• _WORK INSTRUCTION_: When you restate the records, do so word for word and omit any picture they contain.

[Data records]

^^^^^^^^

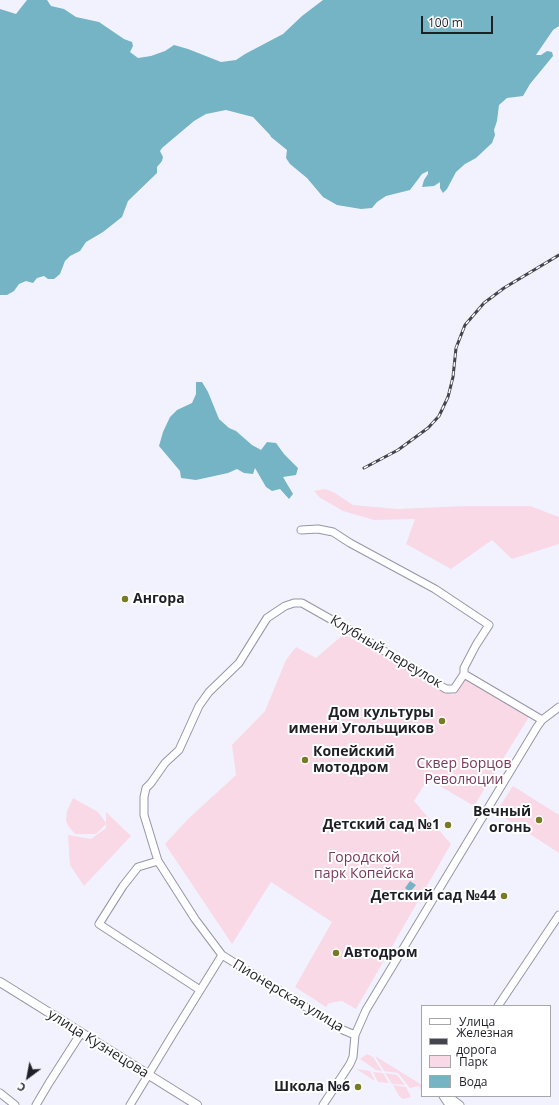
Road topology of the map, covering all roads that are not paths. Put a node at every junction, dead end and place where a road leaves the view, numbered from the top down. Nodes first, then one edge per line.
1 (301, 530) dead end
2 (464, 674) junction
3 (559, 707) edge
4 (542, 720) junction
5 (158, 861) junction
6 (559, 915) edge
7 (222, 955) junction
8 (0, 982) edge
9 (200, 990) junction
10 (499, 1005) edge
11 (81, 1033) junction
12 (355, 1035) junction
13 (148, 1075) junction
14 (0, 1093) edge
15 (444, 1097) edge
16 (449, 1097) edge
17 (15, 1105) edge
18 (36, 1105) edge
19 (130, 1105) edge
20 (197, 1105) edge
21 (323, 1105) edge
22 (451, 1105) edge
23 (460, 1105) edge

1 - 2 street, Клубный переулок
2 - 4 street
2 - 5 street, Клубный переулок
3 - 4 street
4 - 12 street
5 - 7 street
5 - 9 street
6 - 10 street
7 - 9 street
7 - 12 street, Пионерская улица
8 - 11 main road, улица Кузнецова
9 - 13 street
11 - 13 main road, улица Кузнецова
11 - 18 street
12 - 21 street
13 - 19 street
13 - 20 main road, улица Кузнецова
14 - 17 street
15 - 22 street
16 - 23 street

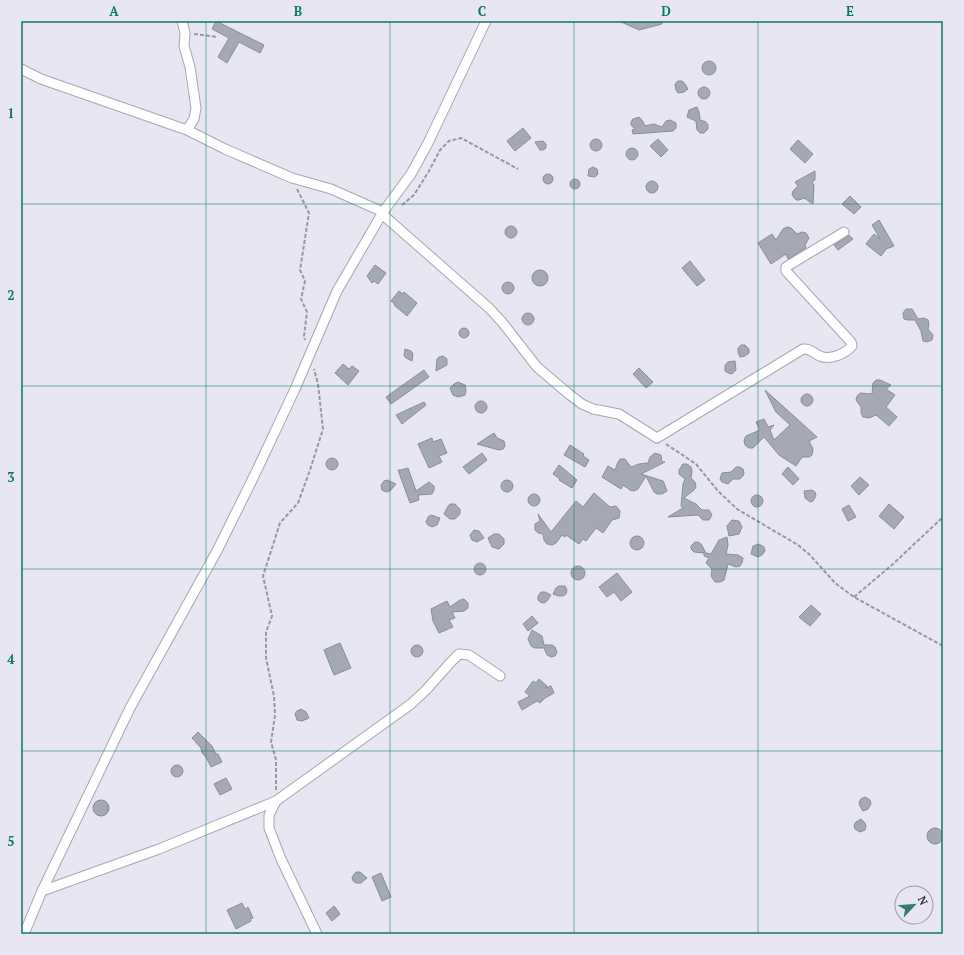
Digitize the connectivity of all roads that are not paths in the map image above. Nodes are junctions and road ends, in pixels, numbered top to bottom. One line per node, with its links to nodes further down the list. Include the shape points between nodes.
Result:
1 (182, 21): 4 (street, via 196,113)
2 (486, 21): 5 (street, via 428,143 411,174)
3 (21, 69): 4 (street, via 41,79)
4 (187, 130): 5 (street, via 292,178 331,189)
5 (383, 213): 6 (street, via 489,308 537,367 570,395 593,409 619,414 657,438 803,349 811,349 819,356 826,357 839,355 852,346 786,271 786,268); 9 (street, via 337,291 256,472 218,549 130,708)
6 (844, 232)
7 (500, 676): 8 (street, via 470,655 459,654 411,704)
8 (276, 801): 9 (street, via 159,849); 11 (street, via 269,815 269,828 280,859)
9 (42, 891): 10 (street)
10 (24, 934)
11 (317, 934)

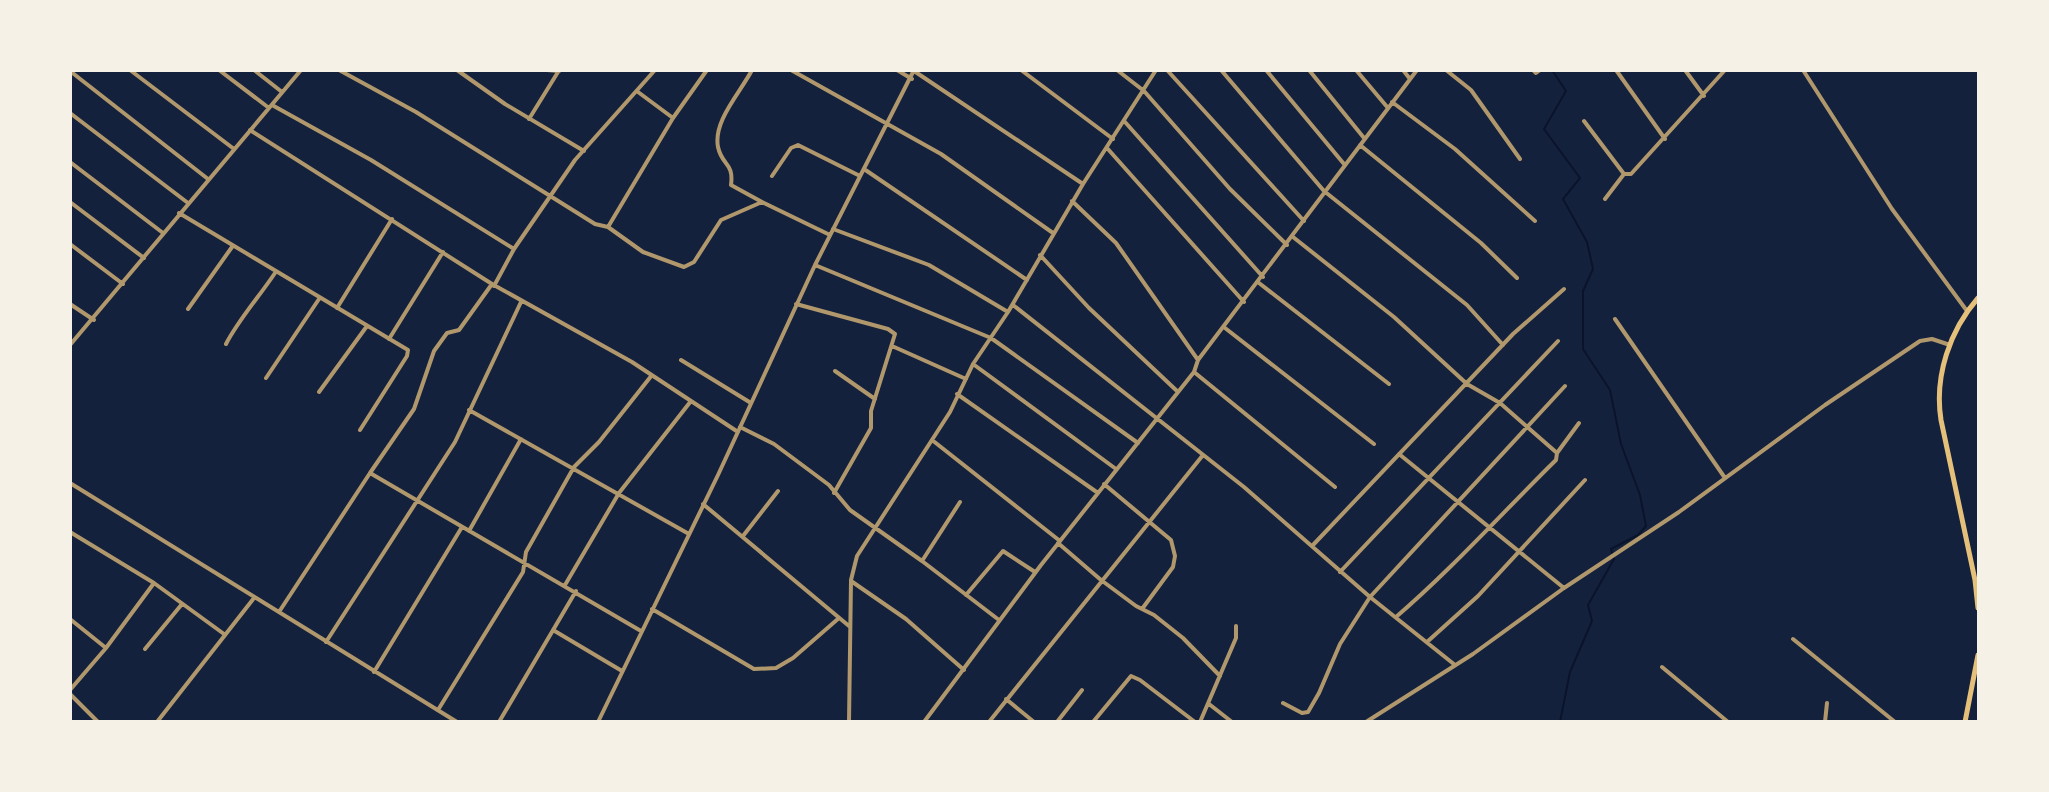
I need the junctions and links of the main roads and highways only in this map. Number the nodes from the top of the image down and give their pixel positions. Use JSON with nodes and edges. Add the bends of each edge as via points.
{"nodes":[{"id":1,"x":1978,"y":298,"type":"edge"},
{"id":2,"x":1978,"y":608,"type":"edge"},
{"id":3,"x":1978,"y":655,"type":"edge"},
{"id":4,"x":1965,"y":722,"type":"edge"}],
"edges":[{"from":1,"to":2,"type":"main road","via":[[1950,345],[1940,413]]},
{"from":3,"to":4,"type":"main road"}]}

^^^^^^^^

• _ANSWER BOX_:
Road topology of the map, covering all roads that are not paths. Put a node at every junction, dead end and place where a road leaves the view, numbered from the top down. Nodes first, then one edge per line.
1 (301, 530) dead end
2 (464, 674) junction
3 (559, 707) edge
4 (542, 720) junction
5 (158, 861) junction
6 (559, 915) edge
7 (222, 955) junction
8 (0, 982) edge
9 (200, 990) junction
10 (499, 1005) edge
11 (81, 1033) junction
12 (355, 1035) junction
13 (148, 1075) junction
14 (0, 1093) edge
15 (444, 1097) edge
16 (449, 1097) edge
17 (15, 1105) edge
18 (36, 1105) edge
19 (130, 1105) edge
20 (197, 1105) edge
21 (323, 1105) edge
22 (451, 1105) edge
23 (460, 1105) edge

1 - 2 street, Клубный переулок
2 - 4 street
2 - 5 street, Клубный переулок
3 - 4 street
4 - 12 street
5 - 7 street
5 - 9 street
6 - 10 street
7 - 9 street
7 - 12 street, Пионерская улица
8 - 11 main road, улица Кузнецова
9 - 13 street
11 - 13 main road, улица Кузнецова
11 - 18 street
12 - 21 street
13 - 19 street
13 - 20 main road, улица Кузнецова
14 - 17 street
15 - 22 street
16 - 23 street

Digitize the connectivity of all roads that are not paths in the map image above. Nodes are junctions and road ends, in pixels, numbered top to bottom. One line per node, with its links to nodes further down the list. Include the shape points between nodes.
Result:
1 (182, 21): 4 (street, via 196,113)
2 (486, 21): 5 (street, via 428,143 411,174)
3 (21, 69): 4 (street, via 41,79)
4 (187, 130): 5 (street, via 292,178 331,189)
5 (383, 213): 6 (street, via 489,308 537,367 570,395 593,409 619,414 657,438 803,349 811,349 819,356 826,357 839,355 852,346 786,271 786,268); 9 (street, via 337,291 256,472 218,549 130,708)
6 (844, 232)
7 (500, 676): 8 (street, via 470,655 459,654 411,704)
8 (276, 801): 9 (street, via 159,849); 11 (street, via 269,815 269,828 280,859)
9 (42, 891): 10 (street)
10 (24, 934)
11 (317, 934)

I need the junctions and links of the main roads and highways only in this map. Number the nodes from the top of the image down and give their pixel positions. Use JSON with nodes and edges. Add the bends of each edge as via points.
{"nodes":[{"id":1,"x":1978,"y":298,"type":"edge"},
{"id":2,"x":1978,"y":608,"type":"edge"},
{"id":3,"x":1978,"y":655,"type":"edge"},
{"id":4,"x":1965,"y":722,"type":"edge"}],
"edges":[{"from":1,"to":2,"type":"main road","via":[[1950,345],[1940,413]]},
{"from":3,"to":4,"type":"main road"}]}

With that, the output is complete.